Morally correct proof idea 0: Define dimension of a derived category and show faithful functors do not decrease it. Idk anything about those.
Morally correct proof idea 1: we expect the induced map $Hom^{dim(X)}(p,p) \to Hom_Y^{dim(X)}(\Phi(p),\Phi(p))$ to be noninjective for a generic point $p$ (i.e I mean skyscrapers above).
Warnings:
- For idea 1, we need to use the indice $dim(X)$ and not less; for example for a surface to a curve we could sum three random maps so that the derivative doesn't vanish in all at the same time.
- If $X$ is a curve and $Y$ a point, $K$ is $\mathcal{O}_{p \times Y}$, then the map will be an isomorphism on $Hom^{1}(p,p)$ (but not on $Hom^{1}(p',p')$)
- As an amusing fact; maps coming from geometric closed embeddings don't always give faithful functors, though if the domain is a curve it is true.

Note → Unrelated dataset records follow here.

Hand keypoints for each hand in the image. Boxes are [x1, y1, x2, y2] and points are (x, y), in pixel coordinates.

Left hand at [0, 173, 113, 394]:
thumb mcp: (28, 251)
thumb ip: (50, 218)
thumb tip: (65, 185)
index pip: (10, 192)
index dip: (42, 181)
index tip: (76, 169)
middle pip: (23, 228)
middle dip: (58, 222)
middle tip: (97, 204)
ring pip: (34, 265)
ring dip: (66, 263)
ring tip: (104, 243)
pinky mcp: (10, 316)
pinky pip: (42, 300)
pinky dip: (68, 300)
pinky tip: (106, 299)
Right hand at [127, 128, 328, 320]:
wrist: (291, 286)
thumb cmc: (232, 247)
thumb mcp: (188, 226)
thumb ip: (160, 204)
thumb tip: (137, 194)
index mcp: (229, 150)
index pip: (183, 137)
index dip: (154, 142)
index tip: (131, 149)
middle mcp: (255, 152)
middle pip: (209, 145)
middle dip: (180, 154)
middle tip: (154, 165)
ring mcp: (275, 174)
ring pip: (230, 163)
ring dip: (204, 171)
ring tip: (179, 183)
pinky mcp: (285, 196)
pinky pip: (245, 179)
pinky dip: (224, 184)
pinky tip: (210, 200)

For the case of curve, we can indeed easily prove this strategy works via writing $K$ as a sum of bundles and torsions, and choosing $p'$ not in the torsions.

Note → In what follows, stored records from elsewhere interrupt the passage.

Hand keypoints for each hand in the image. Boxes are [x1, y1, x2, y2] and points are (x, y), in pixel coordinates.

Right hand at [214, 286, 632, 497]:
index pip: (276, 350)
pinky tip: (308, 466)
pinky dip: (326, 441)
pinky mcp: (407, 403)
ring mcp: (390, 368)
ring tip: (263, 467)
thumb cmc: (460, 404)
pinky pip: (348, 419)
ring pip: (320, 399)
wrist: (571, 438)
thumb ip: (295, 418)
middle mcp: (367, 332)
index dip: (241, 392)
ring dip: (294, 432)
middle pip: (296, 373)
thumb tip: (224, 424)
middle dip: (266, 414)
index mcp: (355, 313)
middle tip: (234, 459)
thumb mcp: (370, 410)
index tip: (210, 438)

Already for the case of $X$ a surface and $Y$ a curve I'm having trouble. Before I write some junk, the real problem is higher ext's have more and more annoying descriptions.
Denote by $\pi_l,\pi_r$ the projections $X \times Y \to X,Y$, thus we factor our map as
$$ Hom_X^{dim(X)}(p,p) \to^{\alpha^*} Hom^{dim(X)}_{X \times Y}(K \otimes \pi_l^*(p), K \otimes \pi_l^*(p)) \to^{\alpha_*} Hom^{dim(X)}_{Y}(\pi_* K \otimes \pi_l^*(p), \pi_* K \otimes \pi_l^*(p)) $$
- The genericity of $p$ can appear in the objects above being the same, but the morphism ${\alpha^*}$ being different. This is what happens on a curve to a point.

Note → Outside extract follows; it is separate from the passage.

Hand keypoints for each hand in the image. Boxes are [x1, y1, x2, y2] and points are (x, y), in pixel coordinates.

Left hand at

- An immoral proof that only works for projective (while the claim should be true affinely as well) would be to somehow count the "size" of Homs which should be larger on the surface side. But pushforward can blowup the size; just the pushforward to a point records the cohomologies which grow as a polynomial degree in the dimension.
Now for my junk attempt, we write the kernel $K$ wlog as a complex of line bundles so that each map between $L_i,L_j$ vanishes along a hypersurface $H \subset X \times Y$, then we probably want $p$ to be s.t $p \times Y$ is generic; it doesn't intersect any $H \cap H'$ nor tangent to any $H$.